> _Recorded data_
---*---

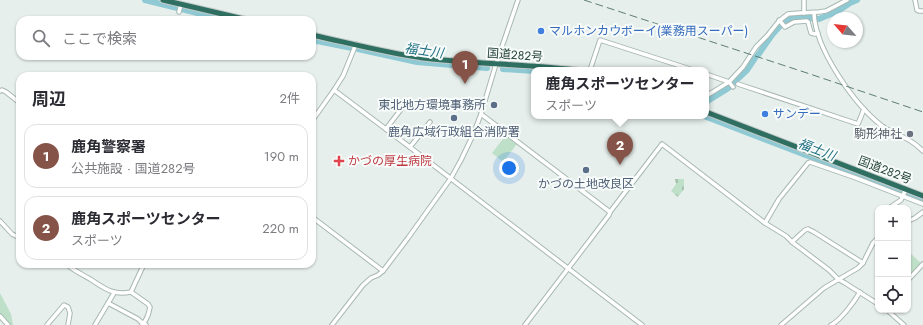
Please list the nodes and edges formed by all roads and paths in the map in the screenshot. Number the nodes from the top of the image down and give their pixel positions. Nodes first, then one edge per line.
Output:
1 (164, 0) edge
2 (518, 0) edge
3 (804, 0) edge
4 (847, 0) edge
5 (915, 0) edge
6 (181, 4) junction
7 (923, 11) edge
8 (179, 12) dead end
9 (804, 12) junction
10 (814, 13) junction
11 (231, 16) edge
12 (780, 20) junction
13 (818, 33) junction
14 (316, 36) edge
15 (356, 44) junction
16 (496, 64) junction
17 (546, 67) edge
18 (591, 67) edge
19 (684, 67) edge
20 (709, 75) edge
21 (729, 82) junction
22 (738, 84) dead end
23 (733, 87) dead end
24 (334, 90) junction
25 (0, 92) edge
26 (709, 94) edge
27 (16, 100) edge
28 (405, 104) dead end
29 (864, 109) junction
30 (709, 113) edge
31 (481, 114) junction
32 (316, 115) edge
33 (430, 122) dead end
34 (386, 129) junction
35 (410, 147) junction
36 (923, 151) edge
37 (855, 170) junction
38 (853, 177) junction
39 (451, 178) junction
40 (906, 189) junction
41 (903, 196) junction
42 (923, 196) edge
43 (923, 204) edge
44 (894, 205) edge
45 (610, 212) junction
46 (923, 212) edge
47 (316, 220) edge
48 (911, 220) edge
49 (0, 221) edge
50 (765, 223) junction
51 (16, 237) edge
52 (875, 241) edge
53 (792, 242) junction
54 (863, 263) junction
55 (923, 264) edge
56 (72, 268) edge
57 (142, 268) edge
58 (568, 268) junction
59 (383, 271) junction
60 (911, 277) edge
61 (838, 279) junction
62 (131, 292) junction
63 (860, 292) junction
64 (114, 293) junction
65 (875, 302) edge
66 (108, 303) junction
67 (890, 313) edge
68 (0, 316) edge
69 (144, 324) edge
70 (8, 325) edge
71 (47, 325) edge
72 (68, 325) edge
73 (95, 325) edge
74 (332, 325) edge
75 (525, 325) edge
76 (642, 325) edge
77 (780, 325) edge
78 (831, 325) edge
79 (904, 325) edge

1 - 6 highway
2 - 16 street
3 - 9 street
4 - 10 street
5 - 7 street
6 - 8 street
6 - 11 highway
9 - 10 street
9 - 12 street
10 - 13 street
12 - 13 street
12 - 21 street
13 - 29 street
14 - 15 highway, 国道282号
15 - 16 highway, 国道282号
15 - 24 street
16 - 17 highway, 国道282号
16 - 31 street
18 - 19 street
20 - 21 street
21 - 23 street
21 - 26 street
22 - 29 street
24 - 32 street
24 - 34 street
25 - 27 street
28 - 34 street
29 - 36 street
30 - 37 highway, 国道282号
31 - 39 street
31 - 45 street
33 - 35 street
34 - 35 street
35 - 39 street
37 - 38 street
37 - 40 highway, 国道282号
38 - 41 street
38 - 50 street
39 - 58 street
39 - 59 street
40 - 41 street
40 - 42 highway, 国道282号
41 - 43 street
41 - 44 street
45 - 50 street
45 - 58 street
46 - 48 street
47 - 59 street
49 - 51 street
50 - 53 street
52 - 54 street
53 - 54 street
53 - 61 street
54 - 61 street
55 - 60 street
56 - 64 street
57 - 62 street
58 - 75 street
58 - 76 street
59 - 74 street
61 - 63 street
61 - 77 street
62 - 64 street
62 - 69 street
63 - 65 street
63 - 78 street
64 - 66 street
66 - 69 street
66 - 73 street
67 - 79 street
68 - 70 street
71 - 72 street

---*---

> _What needs to be done_
Count the lines of the entries above that contain the word "dead" and give only the number.

> _Task solution_
5